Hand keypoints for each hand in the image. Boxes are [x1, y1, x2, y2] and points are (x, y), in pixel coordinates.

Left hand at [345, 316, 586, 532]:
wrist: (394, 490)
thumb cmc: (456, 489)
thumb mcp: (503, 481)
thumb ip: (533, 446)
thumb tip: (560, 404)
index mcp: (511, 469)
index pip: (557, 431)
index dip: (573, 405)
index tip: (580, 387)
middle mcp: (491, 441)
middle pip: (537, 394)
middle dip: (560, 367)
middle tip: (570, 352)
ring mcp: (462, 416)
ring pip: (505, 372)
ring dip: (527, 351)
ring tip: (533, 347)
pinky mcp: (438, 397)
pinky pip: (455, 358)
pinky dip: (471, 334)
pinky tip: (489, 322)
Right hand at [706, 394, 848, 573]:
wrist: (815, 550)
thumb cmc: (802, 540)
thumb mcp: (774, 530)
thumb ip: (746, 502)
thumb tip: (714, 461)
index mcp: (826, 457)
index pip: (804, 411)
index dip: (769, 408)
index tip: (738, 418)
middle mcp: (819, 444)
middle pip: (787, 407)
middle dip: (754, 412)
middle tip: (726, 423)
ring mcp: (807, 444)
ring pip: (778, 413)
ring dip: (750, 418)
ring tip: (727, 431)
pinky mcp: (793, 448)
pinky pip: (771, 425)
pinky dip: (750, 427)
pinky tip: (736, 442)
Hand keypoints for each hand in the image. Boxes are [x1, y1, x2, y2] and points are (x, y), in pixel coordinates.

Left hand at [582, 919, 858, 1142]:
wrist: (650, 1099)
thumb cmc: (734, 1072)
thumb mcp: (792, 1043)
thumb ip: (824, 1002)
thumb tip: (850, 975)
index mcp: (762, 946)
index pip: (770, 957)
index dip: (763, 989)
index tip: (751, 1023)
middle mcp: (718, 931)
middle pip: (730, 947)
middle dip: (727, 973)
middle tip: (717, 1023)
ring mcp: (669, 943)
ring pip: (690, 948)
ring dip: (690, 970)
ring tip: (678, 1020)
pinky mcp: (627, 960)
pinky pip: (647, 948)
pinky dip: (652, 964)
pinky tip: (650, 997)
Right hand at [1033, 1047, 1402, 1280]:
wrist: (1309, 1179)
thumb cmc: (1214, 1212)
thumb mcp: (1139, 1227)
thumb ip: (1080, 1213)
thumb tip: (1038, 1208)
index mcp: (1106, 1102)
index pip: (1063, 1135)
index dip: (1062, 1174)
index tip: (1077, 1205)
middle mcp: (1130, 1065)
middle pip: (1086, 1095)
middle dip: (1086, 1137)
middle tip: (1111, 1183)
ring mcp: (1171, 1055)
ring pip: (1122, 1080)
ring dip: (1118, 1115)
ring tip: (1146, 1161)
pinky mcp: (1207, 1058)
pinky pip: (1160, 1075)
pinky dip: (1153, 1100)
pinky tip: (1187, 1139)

...

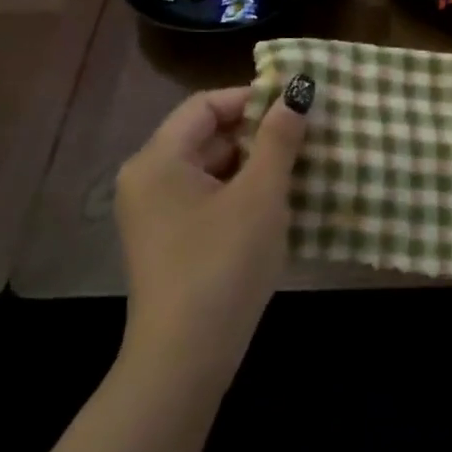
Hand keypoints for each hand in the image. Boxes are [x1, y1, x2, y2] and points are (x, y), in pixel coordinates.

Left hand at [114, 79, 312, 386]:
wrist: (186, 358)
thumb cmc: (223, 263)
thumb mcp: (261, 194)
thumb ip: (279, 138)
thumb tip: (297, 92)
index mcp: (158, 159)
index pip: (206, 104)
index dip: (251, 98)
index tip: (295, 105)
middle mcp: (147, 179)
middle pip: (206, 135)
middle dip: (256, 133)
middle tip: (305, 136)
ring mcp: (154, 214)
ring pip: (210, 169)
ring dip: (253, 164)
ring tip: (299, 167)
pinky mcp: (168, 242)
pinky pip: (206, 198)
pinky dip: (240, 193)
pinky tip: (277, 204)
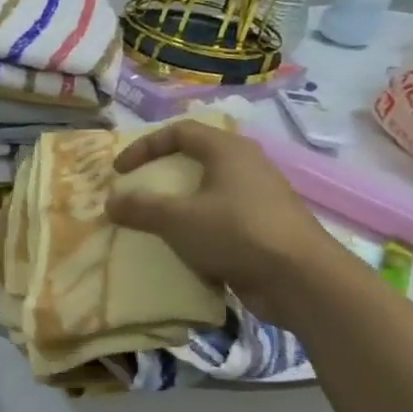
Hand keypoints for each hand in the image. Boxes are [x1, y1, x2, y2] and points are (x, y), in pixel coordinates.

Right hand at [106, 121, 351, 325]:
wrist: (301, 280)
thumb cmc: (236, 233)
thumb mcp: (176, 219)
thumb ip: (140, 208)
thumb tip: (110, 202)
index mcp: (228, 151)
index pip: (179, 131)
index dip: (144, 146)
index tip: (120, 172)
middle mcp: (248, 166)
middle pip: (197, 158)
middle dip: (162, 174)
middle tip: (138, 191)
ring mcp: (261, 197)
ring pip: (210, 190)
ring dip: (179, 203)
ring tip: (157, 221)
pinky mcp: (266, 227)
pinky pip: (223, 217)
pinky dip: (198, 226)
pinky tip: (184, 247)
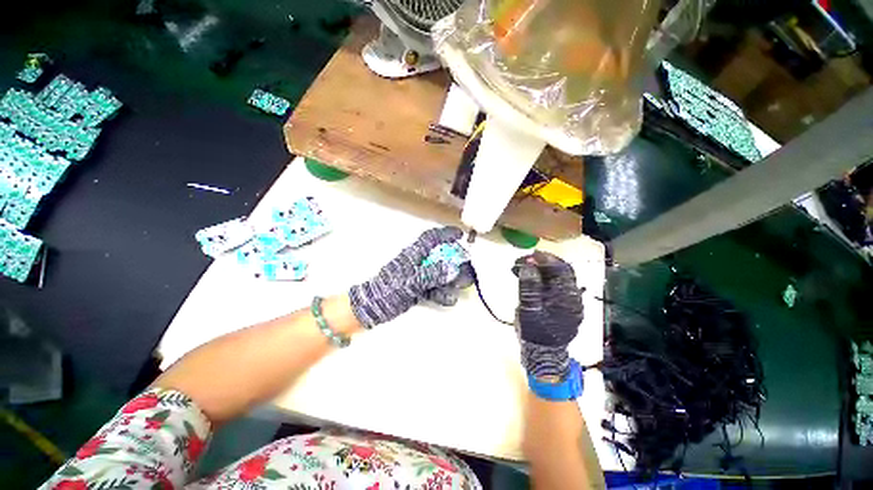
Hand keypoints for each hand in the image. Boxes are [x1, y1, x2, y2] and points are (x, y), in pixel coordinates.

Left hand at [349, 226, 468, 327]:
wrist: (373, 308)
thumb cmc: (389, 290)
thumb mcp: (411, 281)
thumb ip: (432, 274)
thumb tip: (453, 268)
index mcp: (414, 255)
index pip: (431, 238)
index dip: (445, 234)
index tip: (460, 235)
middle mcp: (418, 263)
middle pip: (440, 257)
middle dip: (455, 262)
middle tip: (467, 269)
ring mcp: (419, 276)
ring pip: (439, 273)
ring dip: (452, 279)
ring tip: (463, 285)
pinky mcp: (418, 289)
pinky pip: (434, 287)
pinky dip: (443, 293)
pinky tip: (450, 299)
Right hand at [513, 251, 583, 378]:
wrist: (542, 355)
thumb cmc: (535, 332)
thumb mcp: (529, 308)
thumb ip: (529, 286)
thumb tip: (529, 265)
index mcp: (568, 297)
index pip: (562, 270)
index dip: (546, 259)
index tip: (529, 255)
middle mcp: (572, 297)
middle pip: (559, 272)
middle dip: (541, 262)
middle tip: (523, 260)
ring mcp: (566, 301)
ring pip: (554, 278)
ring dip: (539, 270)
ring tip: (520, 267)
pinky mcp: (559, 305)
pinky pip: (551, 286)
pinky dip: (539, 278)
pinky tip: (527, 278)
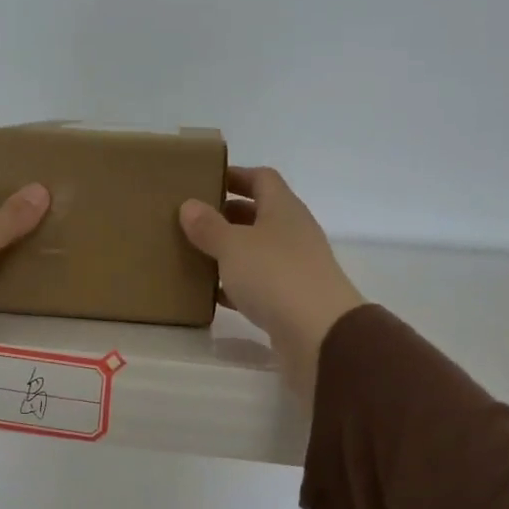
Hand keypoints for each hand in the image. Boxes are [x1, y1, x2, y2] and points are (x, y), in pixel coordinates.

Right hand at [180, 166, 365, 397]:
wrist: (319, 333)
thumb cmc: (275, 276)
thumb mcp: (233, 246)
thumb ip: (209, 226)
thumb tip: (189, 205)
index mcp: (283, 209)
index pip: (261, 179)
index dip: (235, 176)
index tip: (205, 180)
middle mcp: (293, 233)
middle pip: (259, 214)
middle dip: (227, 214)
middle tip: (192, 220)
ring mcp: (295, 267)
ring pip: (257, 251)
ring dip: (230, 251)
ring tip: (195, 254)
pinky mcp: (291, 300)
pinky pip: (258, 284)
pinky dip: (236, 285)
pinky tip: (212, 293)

* * *

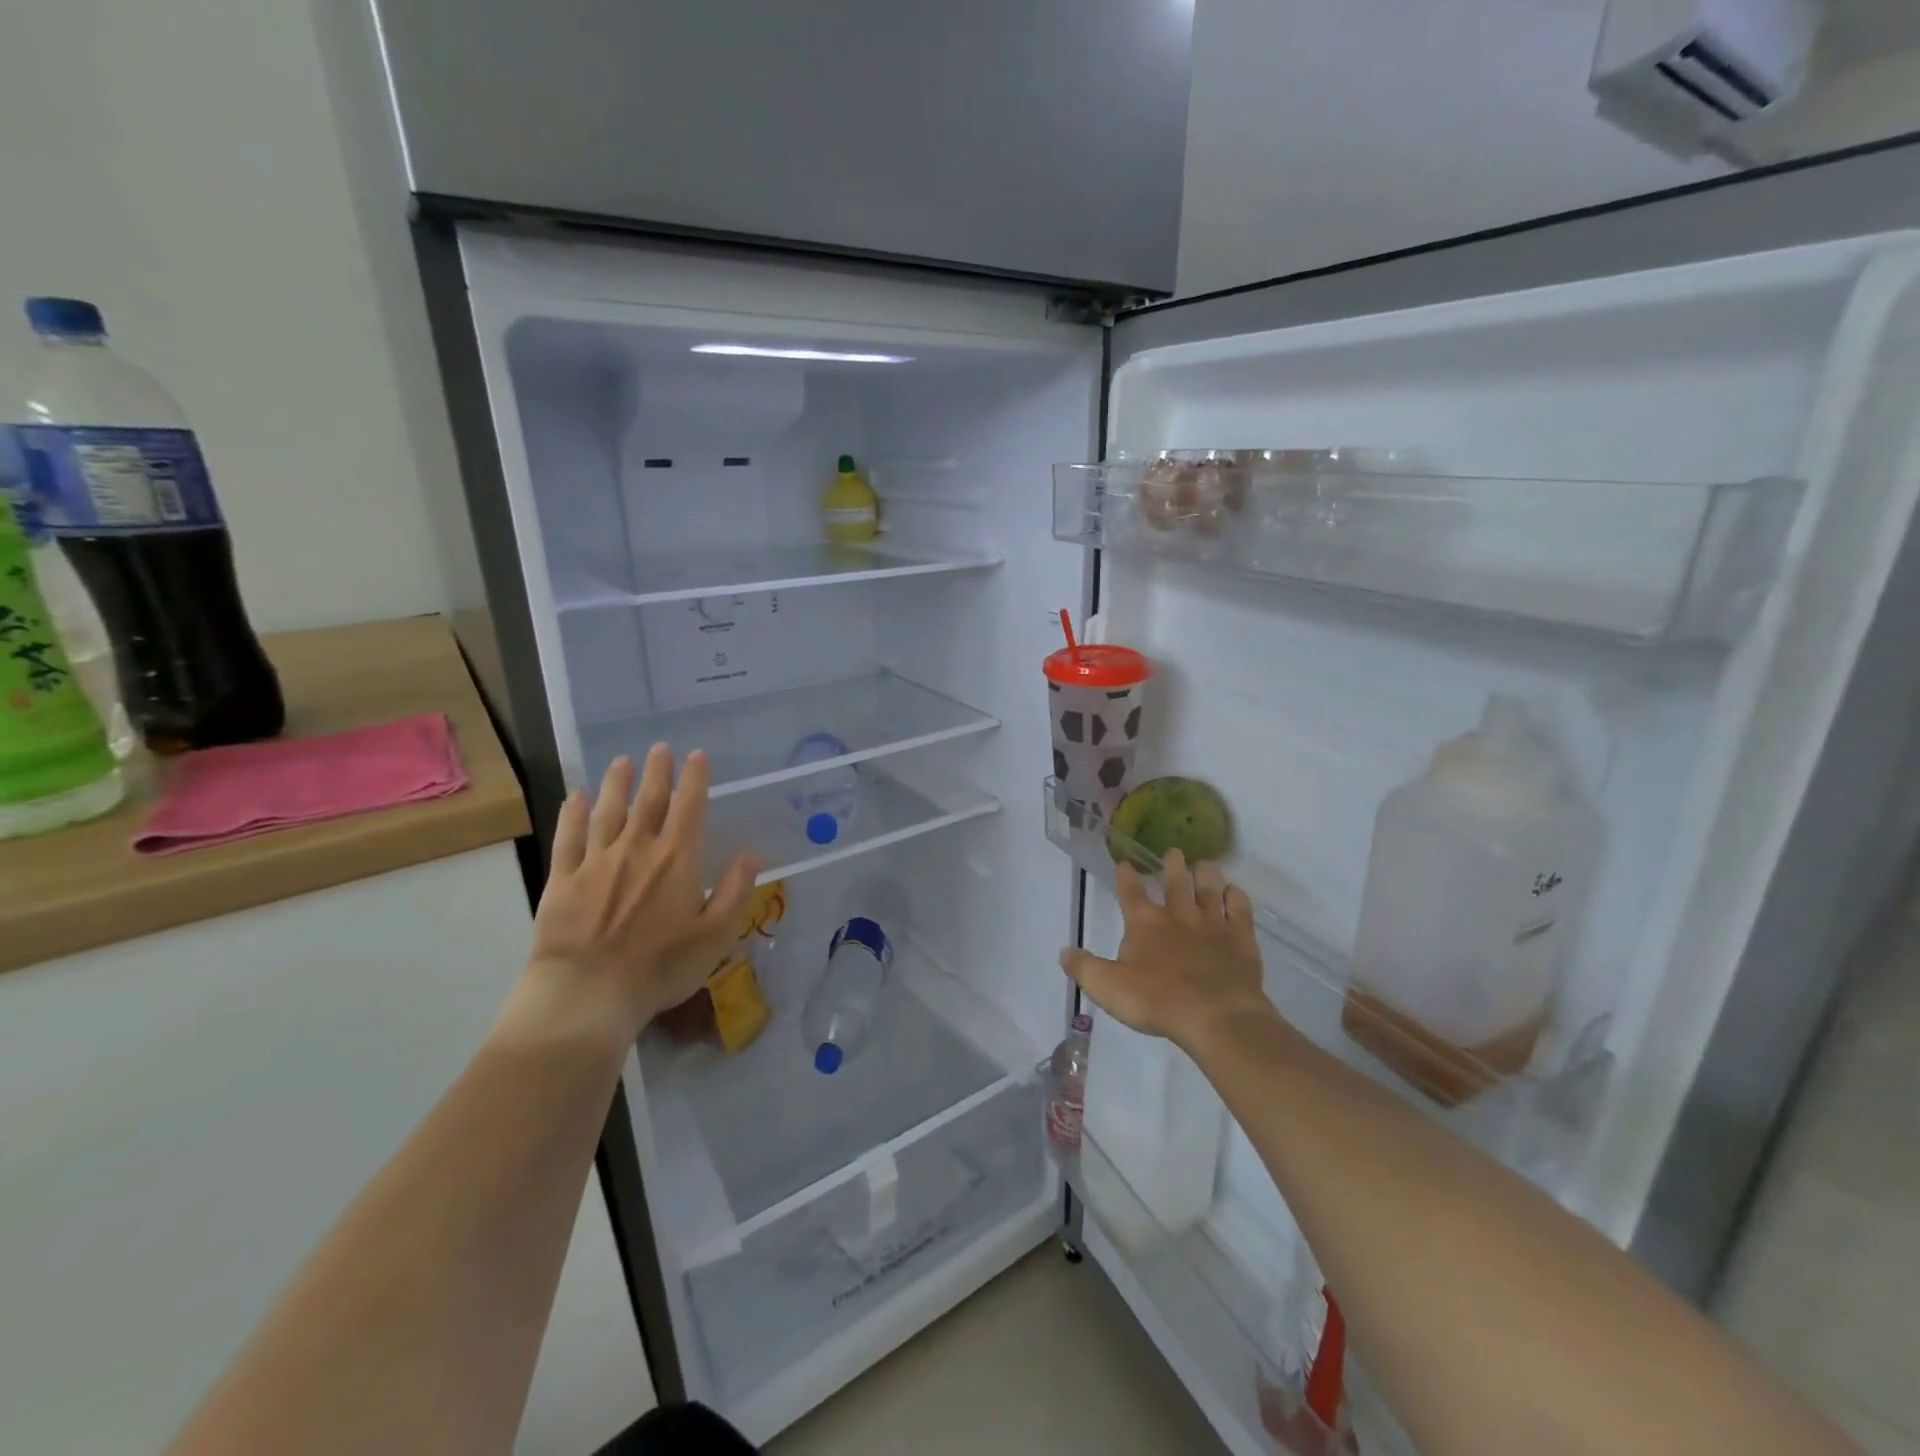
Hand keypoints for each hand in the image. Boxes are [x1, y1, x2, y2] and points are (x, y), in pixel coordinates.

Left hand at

What the exercise asks. Out of the data above, transcribe exactly and only the lines starting with the line that has "ring tip: (678, 1020)" and going on through the line that has "ring tip: (1146, 1161)", both included.

Answer.
ring tip: (678, 1020)
pinky mcp: (627, 960)
pinky pip: (647, 948)
pinky dip: (652, 964)
pinky tip: (650, 997)
Right hand at [1033, 1047, 1402, 1280]:
wrist: (1309, 1179)
thumb cmc: (1214, 1212)
thumb mcp: (1139, 1227)
thumb ip: (1080, 1213)
thumb tip: (1038, 1208)
index mcp: (1106, 1102)
index pip: (1063, 1135)
index dip: (1062, 1174)
index tip: (1077, 1205)
middle mcp: (1130, 1065)
middle pip: (1086, 1095)
middle dip: (1086, 1137)
middle tip: (1111, 1183)
ring mcp: (1171, 1055)
ring pip: (1122, 1080)
ring dip: (1118, 1115)
ring tip: (1146, 1161)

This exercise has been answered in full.